The Twilight Sad
Fourteen Autumns and Fifteen Winters

The Twilight Sad
Fourteen Autumns and Fifteen Winters

*****
Originality is a rightly treasured commodity in music, but there’s a lot to be said for the charms of familiarity.

Glasgow quartet The Twilight Sad instantly recall their fellow countrymen, the titanic Mogwai, sharing their fondness for contrasting brooding, quiet tension with all-out noise assaults, whilst vocalist James Graham’s conversational, defiantly Scottish singing is obviously reminiscent of Arab Strap’s Aidan Moffat and Malcolm Middleton.

But where Mogwai specialise in bloody-minded aggression and the Strap in bruised sarcasm, The Twilight Sad’s debut full-length combines those defining features of the aforesaid influences with a gloomy romanticism that’s all their own.

Andy MacFarlane’s guitar drone plays like a touchingly dour take on the romantic, soaring guitar noise of My Bloody Valentine pioneer Kevin Shields and rather than overwhelming the vocalist, MacFarlane’s guitar proves to be the perfect foil for Graham, whose genuine emotion is palpable as he fights to be heard over the guitarist’s driving crescendos.

‘Walking For Two Hours’ is a prime example of the band’s melodic, wall-of-noise rock. Folksy, jangling guitar is soon overwhelmed by a tidal wave of distortion, as Graham’s nervous vocals teeter on the brink of all-out screeching, the singer barely managing to restrain himself.

The Twilight Sad’s seething anger also comes through on Fourteen Autumns’ epic opener, ‘Cold Days From The Birdhouse’, where Graham mumbles despondently over fragile acoustic plucking until MacFarlane’s raging guitar again gives voice to the fury the vocalist wraps in self-doubt and self-criticism.

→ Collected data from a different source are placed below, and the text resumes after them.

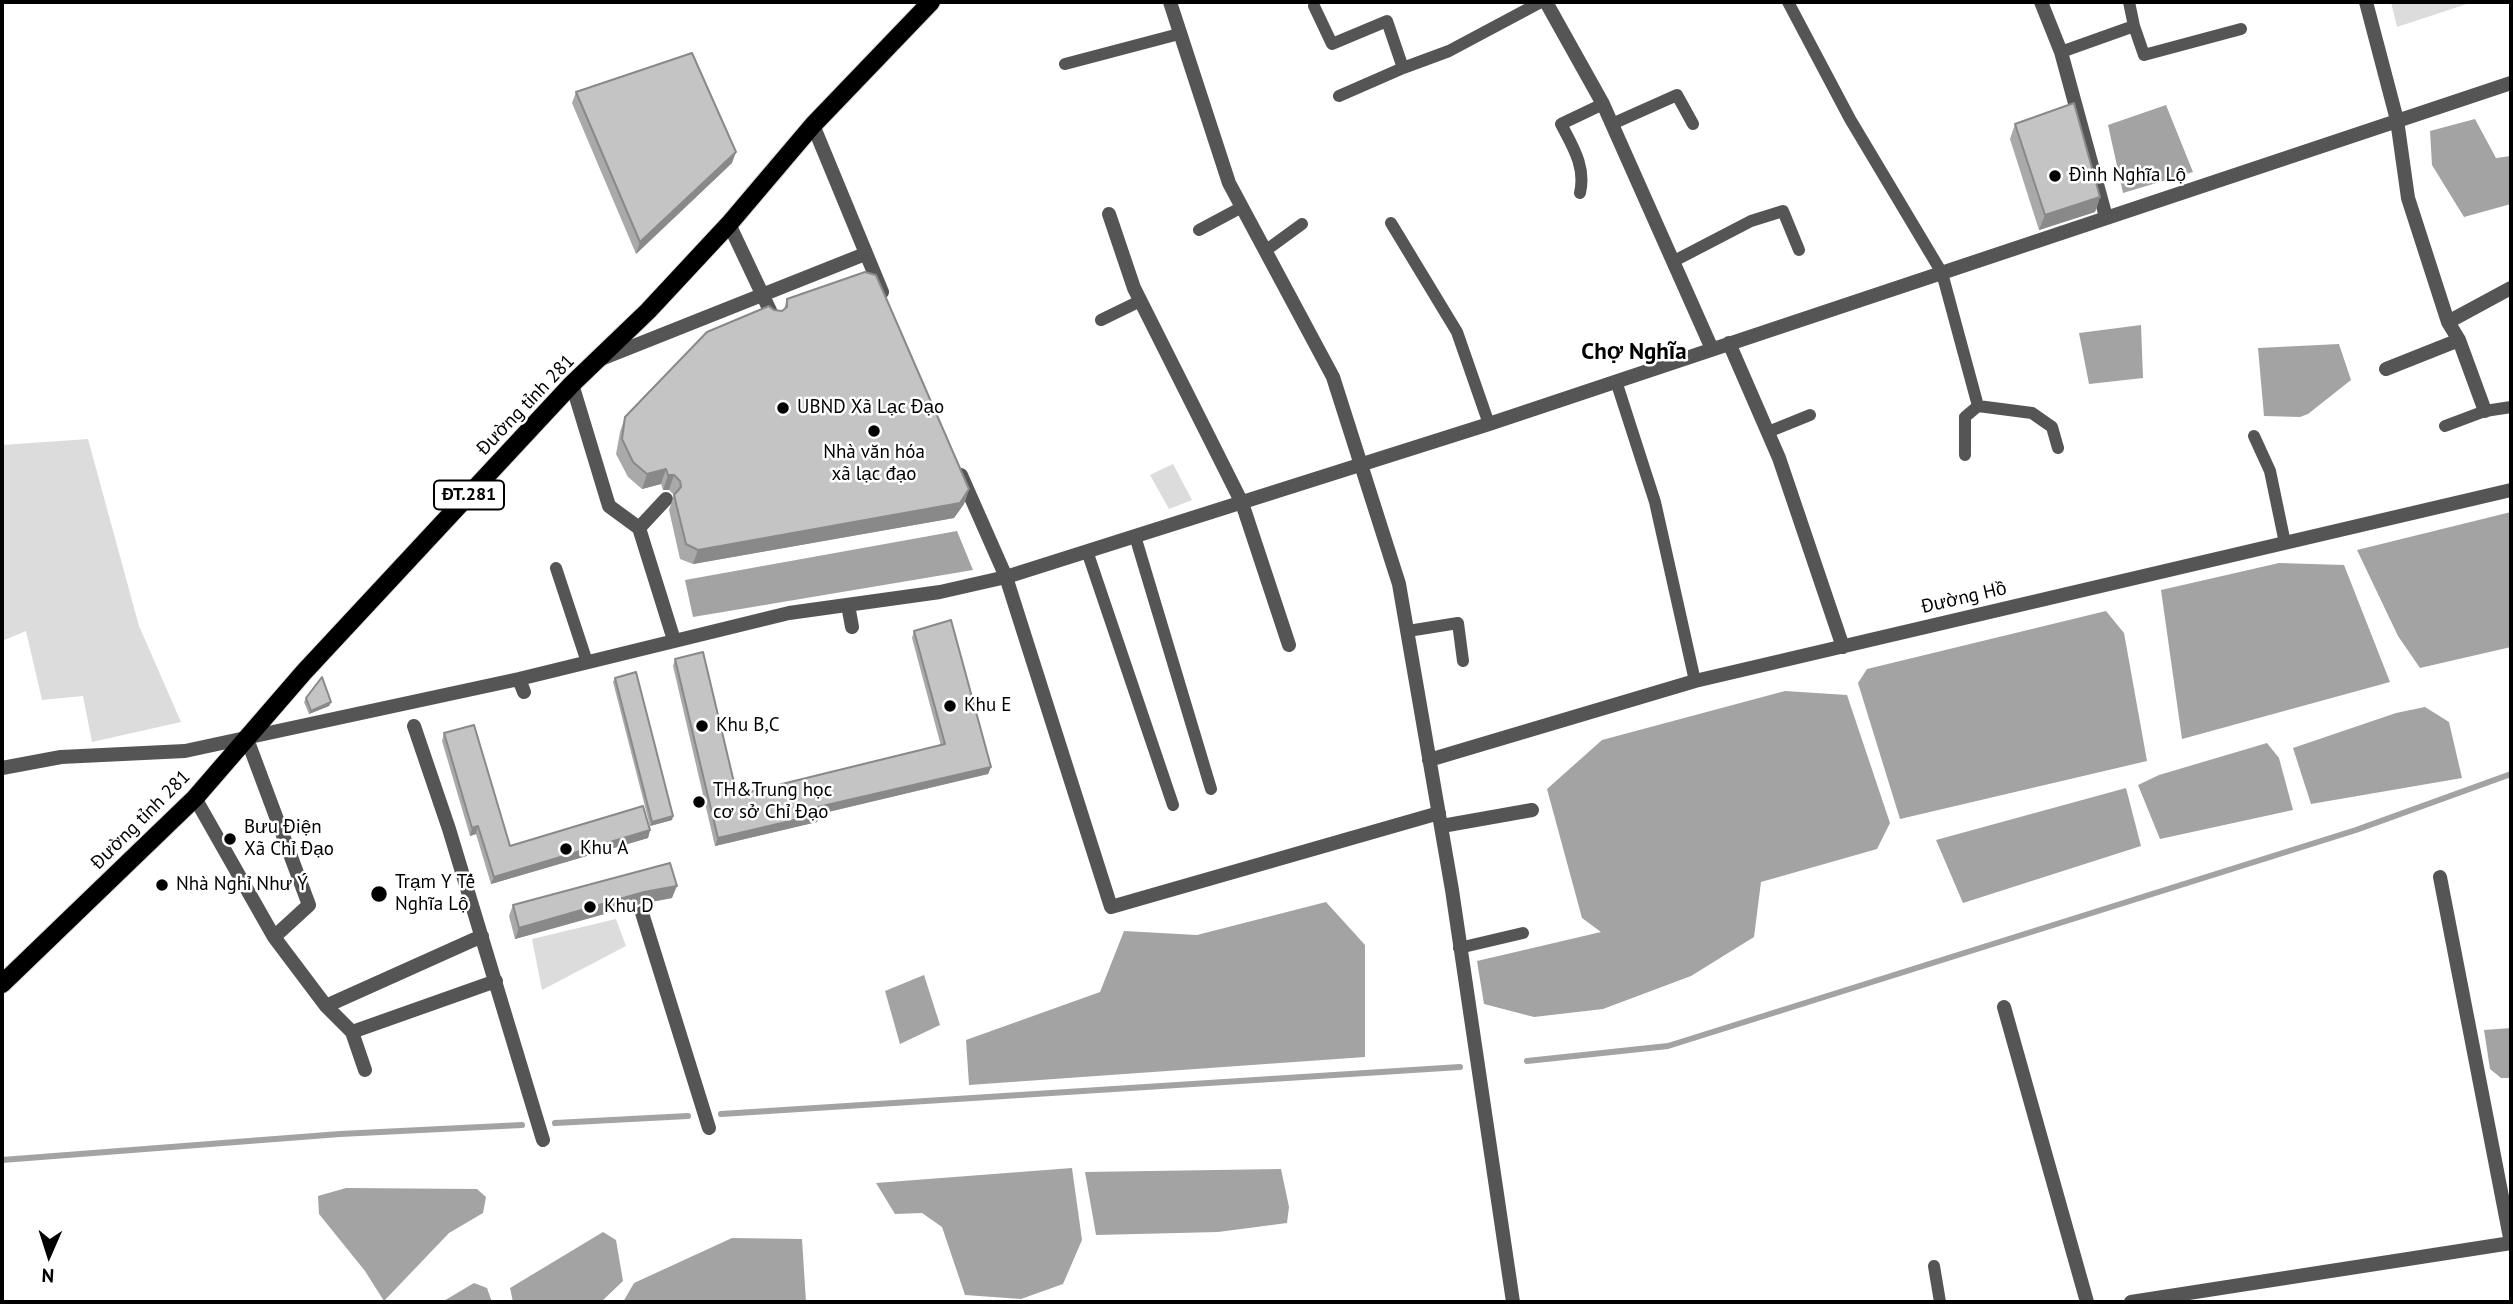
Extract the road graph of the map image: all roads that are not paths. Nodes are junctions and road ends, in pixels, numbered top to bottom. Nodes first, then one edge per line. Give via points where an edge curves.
1 (931, 2) edge
2 (1170, 2) edge
3 (1543, 2) edge
4 (1788, 2) edge
5 (2041, 2) edge
6 (2129, 2) edge
7 (2366, 2) edge
8 (1314, 6) dead end
9 (2134, 26) junction
10 (2241, 29) dead end
11 (1179, 34) junction
12 (2061, 52) junction
13 (1065, 64) dead end
14 (1403, 68) junction
15 (2511, 83) edge
16 (1339, 96) dead end
17 (1603, 104) junction
18 (2397, 120) junction
19 (1612, 124) junction
20 (1693, 124) dead end
21 (813, 125) junction
22 (1580, 193) dead end
23 (1242, 207) junction
24 (1109, 214) dead end
25 (2106, 217) junction
26 (1391, 223) dead end
27 (729, 224) junction
28 (1302, 224) dead end
29 (1199, 230) dead end
30 (1799, 250) dead end
31 (1265, 251) junction
32 (865, 254) junction
33 (1674, 261) junction
34 (1942, 273) junction
35 (2511, 288) edge
36 (760, 295) junction
37 (1140, 301) junction
38 (887, 304) edge
39 (773, 317) edge
40 (1101, 320) dead end
41 (2448, 322) junction
42 (2459, 340) junction
43 (1729, 343) junction
44 (1712, 349) junction
45 (600, 360) junction
46 (2386, 369) dead end
47 (1616, 381) junction
48 (572, 384) junction
49 (1978, 406) junction
50 (2511, 407) edge
51 (2485, 411) junction
52 (1810, 415) dead end
53 (1489, 424) junction
54 (2445, 426) dead end
55 (1768, 432) junction
56 (2254, 436) dead end
57 (2058, 448) dead end
58 (1965, 455) dead end
59 (957, 465) edge
60 (1363, 465) junction
61 (2511, 490) edge
62 (666, 499) dead end
63 (1242, 503) junction
64 (639, 528) junction
65 (1135, 536) junction
66 (2285, 543) junction
67 (1087, 551) junction
68 (556, 568) dead end
69 (1006, 577) junction
70 (848, 605) junction
71 (852, 627) dead end
72 (1408, 631) junction
73 (674, 640) junction
74 (1289, 645) dead end
75 (1843, 647) junction
76 (1463, 661) dead end
77 (586, 662) junction
78 (1695, 681) junction
79 (414, 726) dead end
80 (247, 739) junction
81 (1429, 760) junction
82 (2, 768) edge
83 (1211, 789) dead end
84 (195, 799) junction
85 (1173, 805) dead end
86 (1532, 810) dead end
87 (1441, 820) junction
88 (2440, 877) dead end
89 (642, 913) dead end
90 (1523, 933) dead end
91 (482, 936) junction
92 (274, 937) junction
93 (1459, 948) junction
94 (496, 981) junction
95 (2, 984) edge
96 (326, 1006) junction
97 (2004, 1007) dead end
98 (352, 1032) junction
99 (365, 1070) dead end
100 (709, 1128) dead end
101 (543, 1140) dead end
102 (2511, 1243) edge
103 (1934, 1266) dead end
104 (1513, 1302) edge
105 (1940, 1302) edge
106 (2087, 1302) edge
107 (2131, 1302) edge

1 - 21 main road, Đường tỉnh 281 / ĐT.281
2 - 11 street
3 - 14 lane via 1449,51
3 - 17 street
4 - 34 lane via 1850,119
5 - 12 street
6 - 9 lane
7 - 18 street
8 - 14 lane via 1332,44 1387,21
9 - 10 lane via 2144,55
9 - 12 lane
11 - 13 lane
11 - 23 street via 1229,183
12 - 25 street
14 - 16 lane
15 - 18 street
17 - 19 street
17 - 22 lane via 1561,124 1578,157 1583,178
18 - 25 street
18 - 41 street via 2408,198
19 - 20 lane via 1678,94
19 - 33 street
21 - 27 main road, Đường tỉnh 281 / ĐT.281
21 - 32 street
23 - 29 lane
23 - 31 street
24 - 37 street
25 - 34 street
26 - 53 lane via 1457,332
27 - 36 street
27 - 45 main road, Đường tỉnh 281 / ĐT.281
28 - 31 lane
30 - 33 lane via 1783,211 1751,221
31 - 60 street via 1333,377
32 - 36 street
32 - 38 street
33 - 44 street
34 - 43 street
34 - 49 lane
35 - 41 street
36 - 39 street
36 - 45 street
37 - 40 lane
37 - 63 street
41 - 42 street
42 - 46 street
42 - 51 street
43 - 44 street
43 - 55 street
44 - 47 street
45 - 48 main road, Đường tỉnh 281 / ĐT.281
47 - 53 street
47 - 78 lane via 1655,502
48 - 64 street via 609,506
48 - 80 main road, Đường tỉnh 281 / ĐT.281
49 - 57 lane via 2032,412 2052,427
49 - 58 lane via 1965,418
50 - 51 lane
51 - 54 lane
52 - 55 lane
53 - 60 street
55 - 75 street
56 - 66 lane via 2270,471
59 - 69 street
60 - 63 street
60 - 72 street via 1399,584
61 - 66 street, Đường Hồ
62 - 64 street
63 - 65 street
63 - 74 street
64 - 73 street
65 - 67 street
65 - 83 lane
66 - 75 street, Đường Hồ
67 - 69 street
67 - 85 lane
68 - 77 lane
69 - 70 street
69 - 87 street via 1111,907
70 - 71 street
70 - 73 street via 789,613
72 - 76 lane via 1458,623
72 - 81 street
73 - 77 street
75 - 78 street, Đường Hồ
77 - 80 street via 522,685
78 - 81 street, Đường Hồ
79 - 91 street
80 - 82 street via 185,751 61,757
80 - 84 main road, Đường tỉnh 281 / ĐT.281
80 - 92 street via 309,905
81 - 87 street
84 - 92 street
84 - 95 main road, Đường tỉnh 281 / ĐT.281
86 - 87 street
87 - 93 street
88 - 102 street
89 - 100 street
90 - 93 lane
91 - 94 street
91 - 96 street
92 - 96 street
93 - 104 street
94 - 98 street
94 - 101 street
96 - 98 street
97 - 106 street
98 - 99 street
102 - 107 street
103 - 105 lane

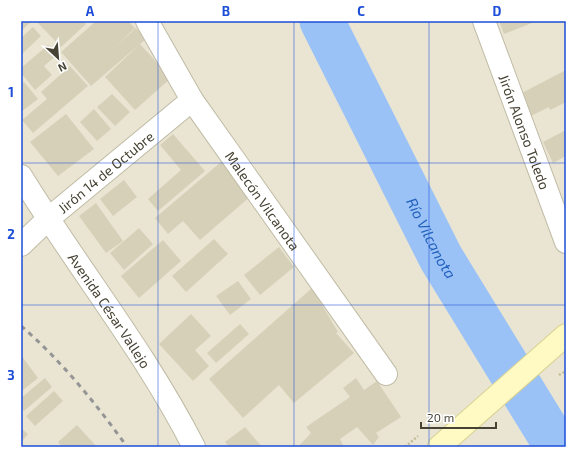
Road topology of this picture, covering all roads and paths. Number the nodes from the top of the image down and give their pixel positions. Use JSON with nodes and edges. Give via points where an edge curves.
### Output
{"nodes":[{"id":1,"x":147,"y":21,"type":"edge"},
{"id":2,"x":484,"y":21,"type":"edge"},
{"id":3,"x":192,"y":100,"type":"junction"},
{"id":4,"x":21,"y":176,"type":"edge"},
{"id":5,"x":48,"y":219,"type":"junction"},
{"id":6,"x":566,"y":242,"type":"edge"},
{"id":7,"x":21,"y":245,"type":"edge"},
{"id":8,"x":566,"y":336,"type":"edge"},
{"id":9,"x":566,"y":370,"type":"edge"},
{"id":10,"x":386,"y":374,"type":"dead end"},
{"id":11,"x":559,"y":375,"type":"dead end"},
{"id":12,"x":443,"y":444,"type":"edge"},
{"id":13,"x":194,"y":447,"type":"edge"}],
"edges":[{"from":1,"to":3,"type":"street","name":"Malecón Vilcanota"},
{"from":2,"to":6,"type":"street","name":"Jirón Alonso Toledo"},
{"from":3,"to":5,"type":"street","name":"Jirón 14 de Octubre"},
{"from":3,"to":10,"type":"street","name":"Malecón Vilcanota"},
{"from":4,"to":5,"type":"street","name":"Avenida César Vallejo"},
{"from":5,"to":7,"type":"street","name":"Jirón 14 de Octubre"},
{"from":5,"to":13,"type":"street","name":"Avenida César Vallejo","via":[[145,360]]},
{"from":8,"to":12,"type":"street"},
{"from":9,"to":11,"type":"path"}]}
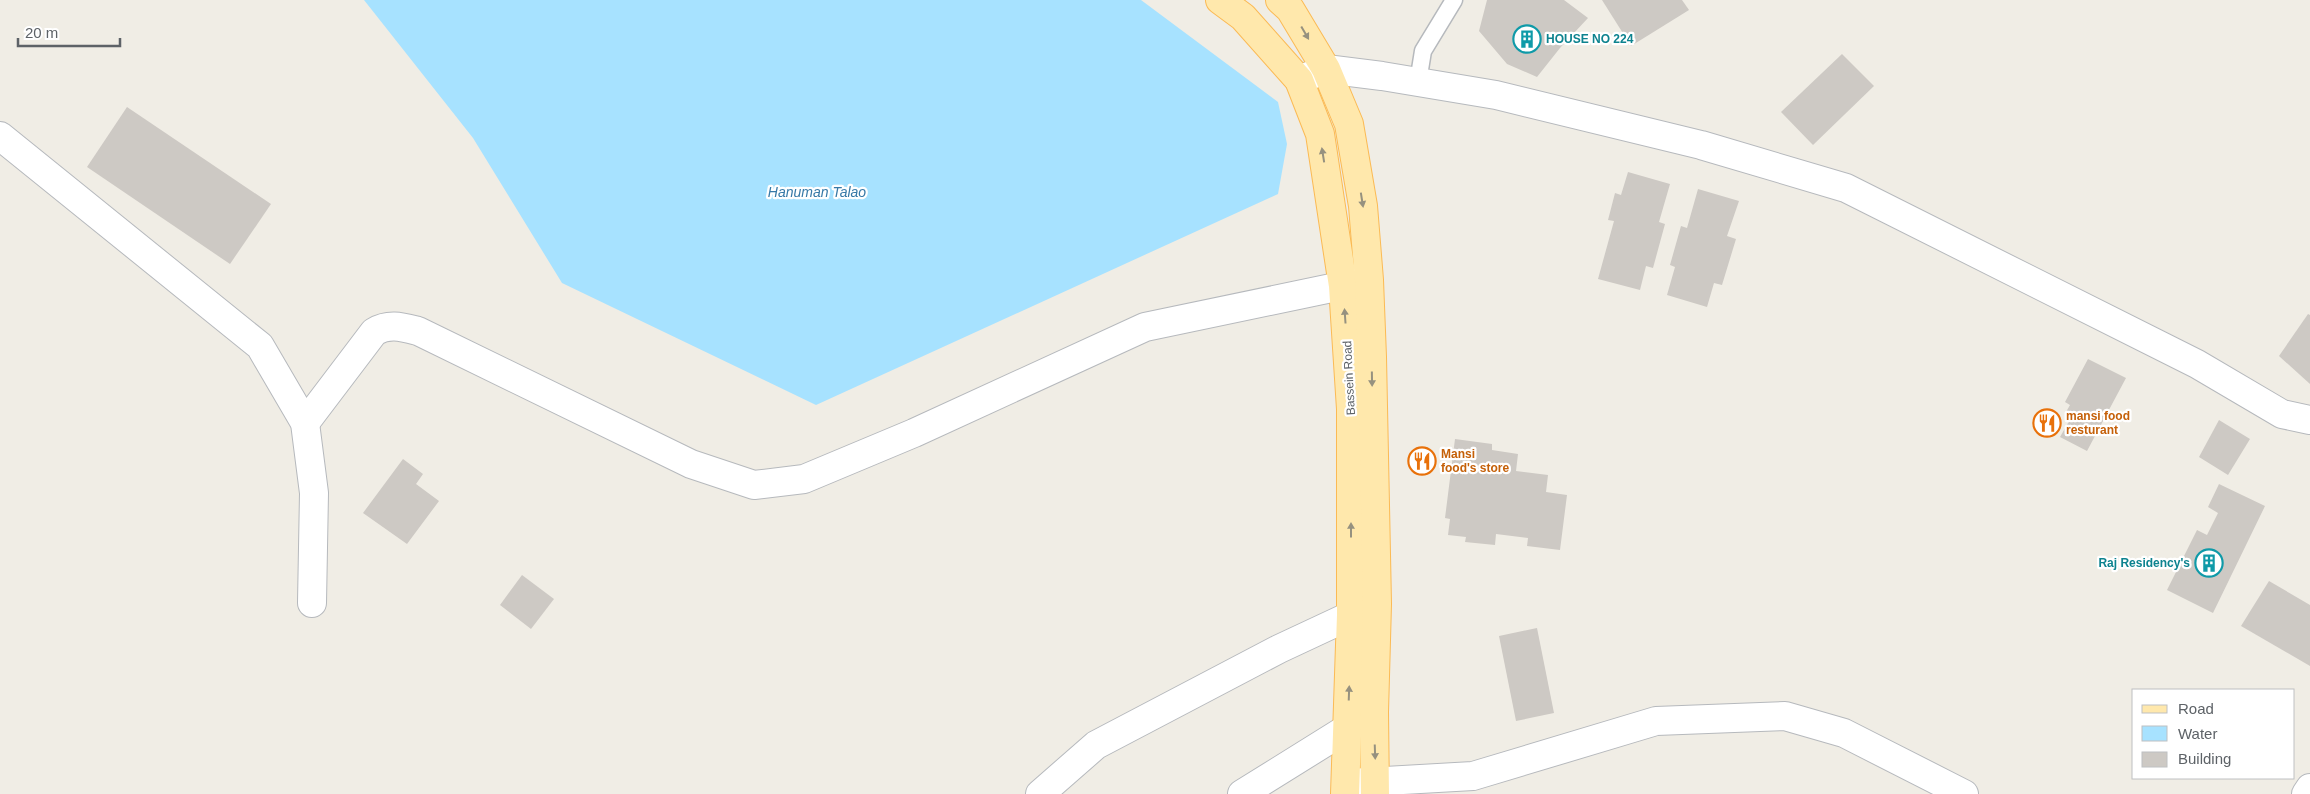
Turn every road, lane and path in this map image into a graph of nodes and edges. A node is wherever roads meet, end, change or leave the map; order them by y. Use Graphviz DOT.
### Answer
graph roads {
  1 [pos="1220,0"];
  2 [pos="1280,0"];
  3 [pos="1454,0"];
  4 [pos="1326,69"];
  5 [pos="1299,80"];
  6 [pos="1418,82"];
  7 [pos="0,136"];
  8 [pos="1369,280"];
  9 [pos="1343,286"];
  10 [pos="2310,420"];
  11 [pos="305,423"];
  12 [pos="312,603"];
  13 [pos="1377,604"];
  14 [pos="1351,615"];
  15 [pos="1374,712"];
  16 [pos="1348,728"];
  17 [pos="1345,788"];
  18 [pos="1376,788"];
  19 [pos="2310,788"];
  20 [pos="1040,794"];
  21 [pos="1242,794"];
  22 [pos="1964,794"];
  23 [pos="2306,794"];
  1 -- 5 [label="main road, Bassein Road"];
  2 -- 4 [label="main road, Bassein Road, one-way"];
  3 -- 6 [label="lane"];
  4 -- 5 [label="street"];
  4 -- 6 [label="street"];
  4 -- 8 [label="main road, Bassein Road, one-way"];
  9 -- 5 [label="main road, Bassein Road, one-way"];
  6 -- 10 [label="street"];
  7 -- 11 [label="street"];
  8 -- 9 [label="street"];
  8 -- 13 [label="main road, Bassein Road, one-way"];
  9 -- 11 [label="street"];
  14 -- 9 [label="main road, Bassein Road, one-way"];
  11 -- 12 [label="street"];
  13 -- 14 [label="street"];
  13 -- 15 [label="main road, Bassein Road"];
  16 -- 14 [label="main road, Bassein Road, one-way"];
  14 -- 20 [label="street"];
  15 -- 16 [label="street"];
  15 -- 18 [label="main road, Bassein Road, one-way"];
  16 -- 17 [label="main road, Bassein Road"];
  16 -- 21 [label="street"];
  17 -- 18 [label="street"];
  18 -- 22 [label="street"];
  19 -- 23 [label="street"];
}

The song winds down with Graham repeating ‘Where are your manners?’ like a mantra, but it’s unclear whether he’s tearing into some unnamed old flame or himself as the noise subsides and all that remains is a single, repeated piano note, melancholic accordion and the acoustic plucking that apparently disappeared four minutes prior. It’s this juxtaposition of subdued folk balladry and overwhelming guitar noise that makes Fourteen Autumns and Fifteen Winters so gripping.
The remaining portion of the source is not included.